The All Kerala GST Practitioners Association voiced apprehensions on Wednesday, stating that the recent implementation of Rule 37A in the Goods and Services Tax (GST) framework could have adverse effects on businesses. The rule introduces a significant change in input tax credit (ITC) reversal, potentially burdening buyers with the tax liability if the seller fails to fulfil their tax obligations.
Under Rule 37A, if a supplier is unable to pay taxes on time, the buyer becomes responsible for settling the tax and interest on behalf of the seller. The conventional GST process mandates that the selling entity reports the tax in the GST return as per the issued bill.
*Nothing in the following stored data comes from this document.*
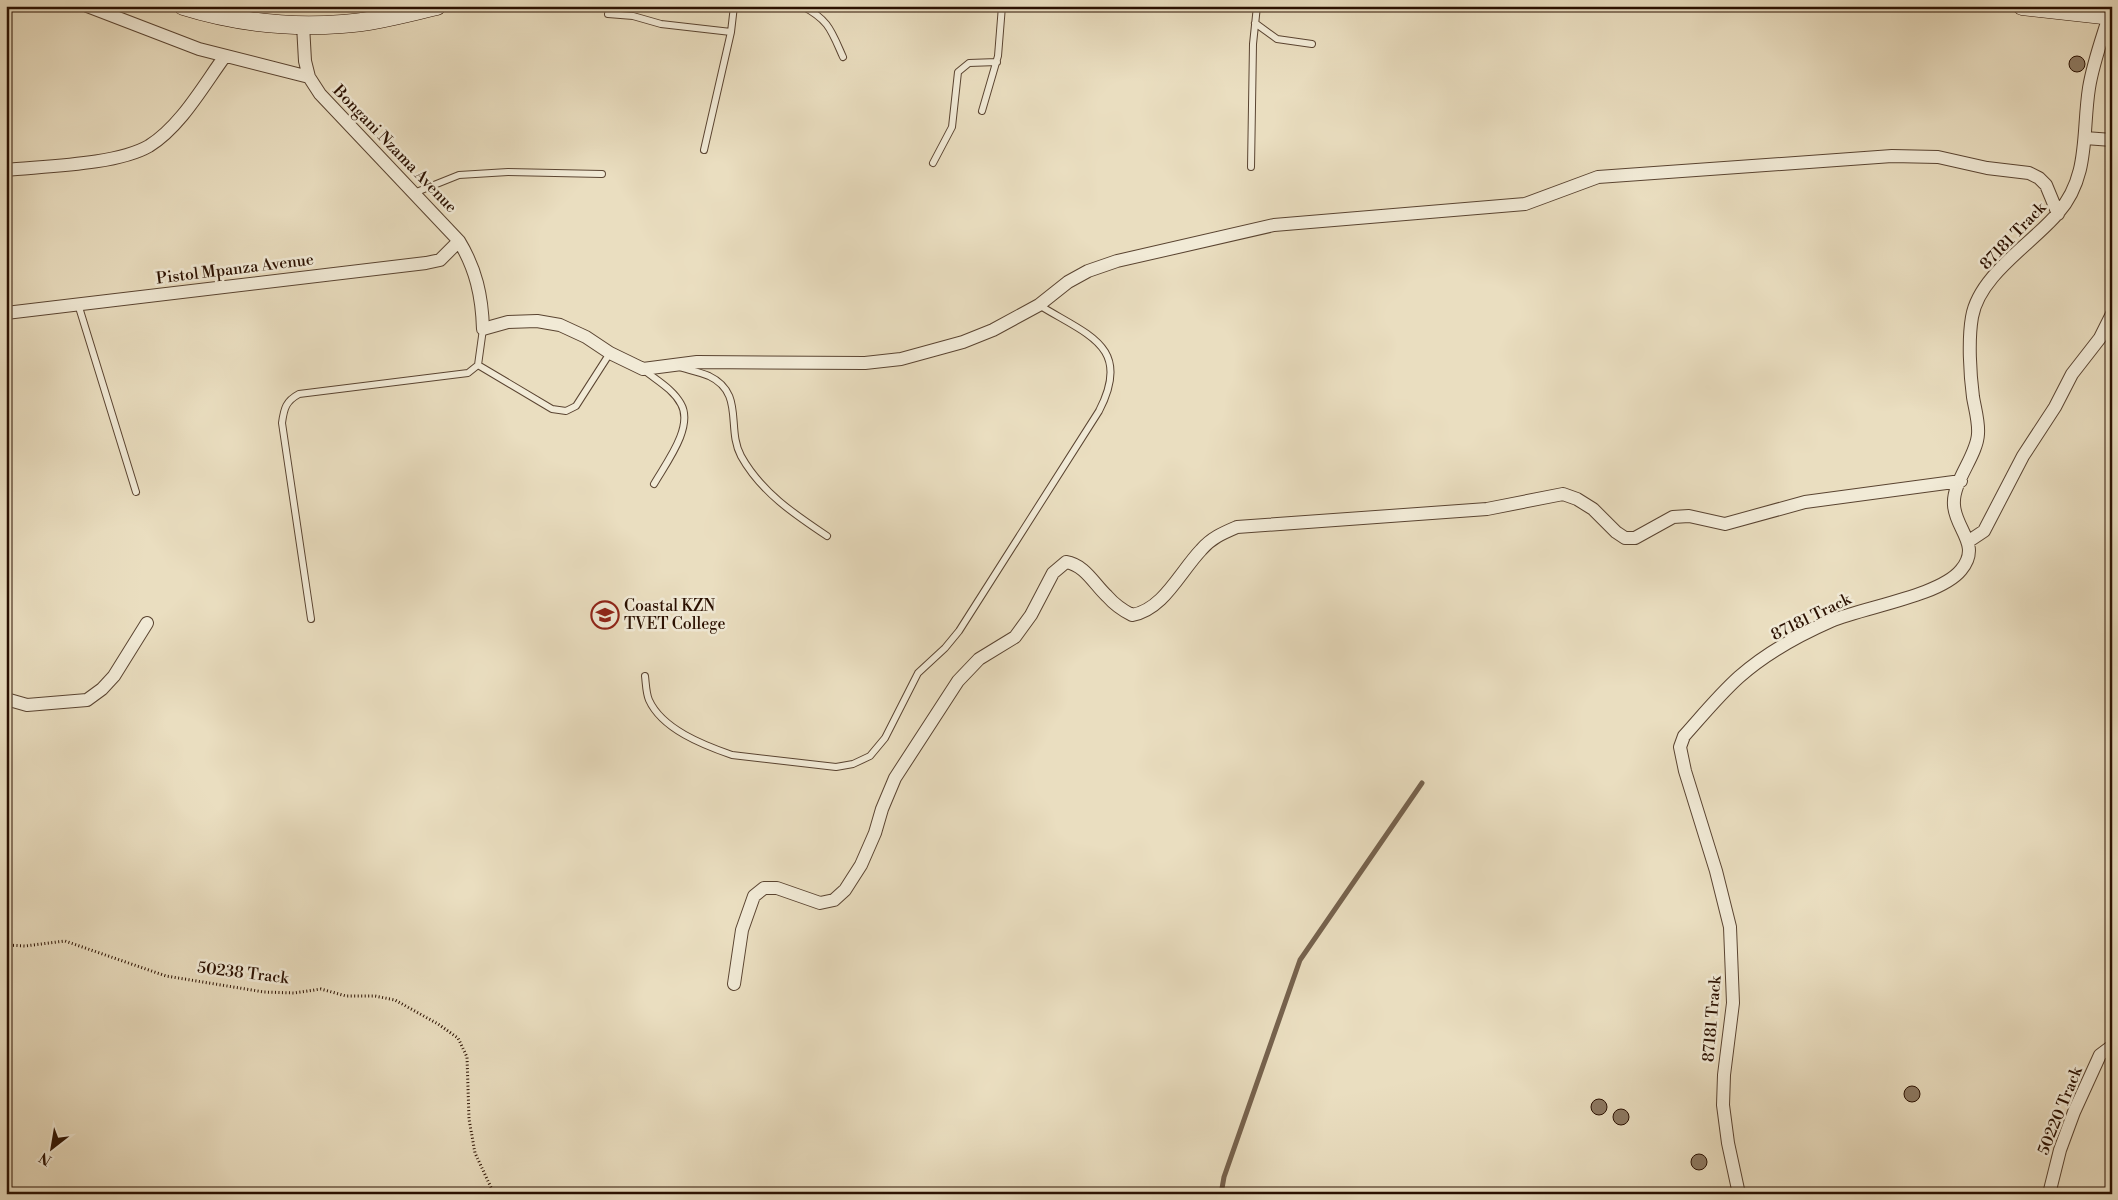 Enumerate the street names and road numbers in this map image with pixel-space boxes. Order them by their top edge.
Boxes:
street label: Bongani Nzama Avenue [328,80,461,217]
street label: 87181 Track [1976,197,2051,274]
street label: Pistol Mpanza Avenue [155,249,315,289]
street label: 87181 Track [1768,588,1856,645]
street label: 50238 Track [196,957,292,989]
street label: 87181 Track [1698,973,1726,1063]
street label: 50220 Track [2033,1062,2087,1158]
However, with the new rule, if the supplier only files GSTR 1 without submitting GSTR 3B within the stipulated time frame, the buying firm must pay the ITC shown on the bill along with interest.
GST practitioners, such as Santosh Jacob, express concerns about the potential double burden on buyers, emphasising the need for stringent provisions to transfer tax responsibility from the seller to the buyer. Rule 37A sets a deadline for addressing issues in the tax returns of the financial year 2022-23 by November 30, 2023, to avoid ITC reversal.
The business community remains watchful as this new rule unfolds, mindful of its potential implications on tax liabilities and operational complexities.